### What to do
Which lines in the records below contain the word "Drive"? Copy each one out.

### Provided information
# # #

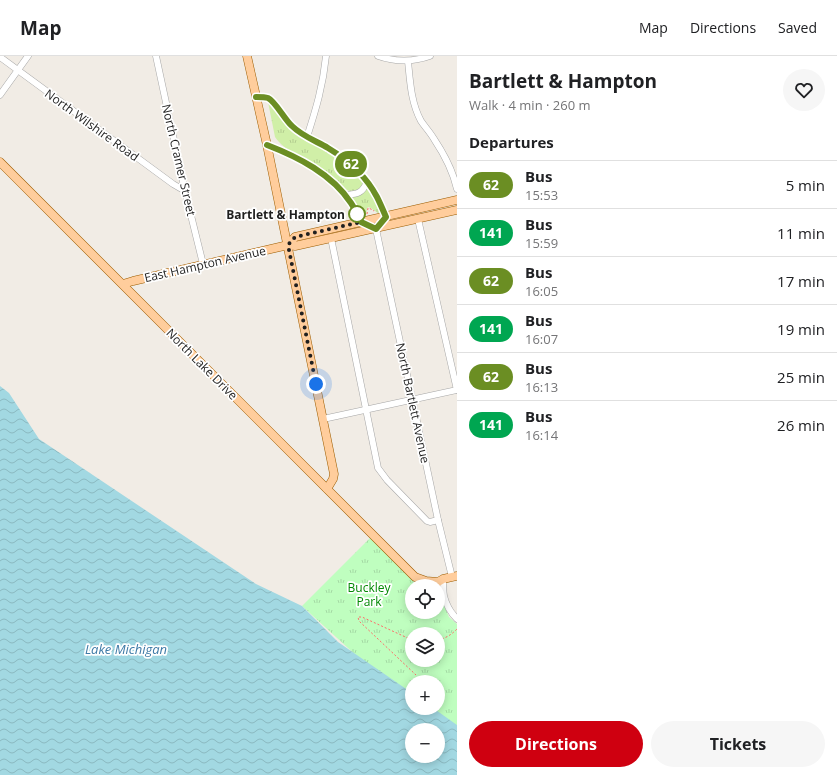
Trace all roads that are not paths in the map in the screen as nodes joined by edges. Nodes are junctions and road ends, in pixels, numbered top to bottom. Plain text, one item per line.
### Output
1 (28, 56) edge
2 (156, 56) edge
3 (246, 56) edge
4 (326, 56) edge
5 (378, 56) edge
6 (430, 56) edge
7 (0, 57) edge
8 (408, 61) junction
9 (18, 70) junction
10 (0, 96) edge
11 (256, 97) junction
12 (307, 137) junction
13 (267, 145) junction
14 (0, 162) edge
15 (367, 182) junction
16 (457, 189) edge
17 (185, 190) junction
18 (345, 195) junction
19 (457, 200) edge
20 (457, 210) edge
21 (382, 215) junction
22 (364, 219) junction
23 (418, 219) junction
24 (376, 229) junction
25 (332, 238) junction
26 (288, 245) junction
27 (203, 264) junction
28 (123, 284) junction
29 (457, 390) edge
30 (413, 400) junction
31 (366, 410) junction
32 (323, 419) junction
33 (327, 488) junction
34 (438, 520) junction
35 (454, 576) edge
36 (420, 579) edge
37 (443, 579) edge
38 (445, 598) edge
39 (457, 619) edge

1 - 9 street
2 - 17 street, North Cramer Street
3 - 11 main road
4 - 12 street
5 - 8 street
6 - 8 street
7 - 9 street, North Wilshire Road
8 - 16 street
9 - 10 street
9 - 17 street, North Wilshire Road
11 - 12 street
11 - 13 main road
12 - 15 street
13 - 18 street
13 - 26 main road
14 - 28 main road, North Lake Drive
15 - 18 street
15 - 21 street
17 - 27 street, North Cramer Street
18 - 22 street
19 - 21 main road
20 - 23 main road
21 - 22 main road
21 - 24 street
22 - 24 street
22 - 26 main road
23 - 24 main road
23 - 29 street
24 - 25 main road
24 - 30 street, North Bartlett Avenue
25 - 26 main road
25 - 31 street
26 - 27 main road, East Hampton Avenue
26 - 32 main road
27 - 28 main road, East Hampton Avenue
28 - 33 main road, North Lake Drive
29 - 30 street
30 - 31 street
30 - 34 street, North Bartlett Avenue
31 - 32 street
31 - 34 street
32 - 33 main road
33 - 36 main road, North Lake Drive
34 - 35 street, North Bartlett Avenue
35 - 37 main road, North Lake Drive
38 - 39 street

# # #

### Solution
14 - 28 main road, North Lake Drive
28 - 33 main road, North Lake Drive
33 - 36 main road, North Lake Drive
35 - 37 main road, North Lake Drive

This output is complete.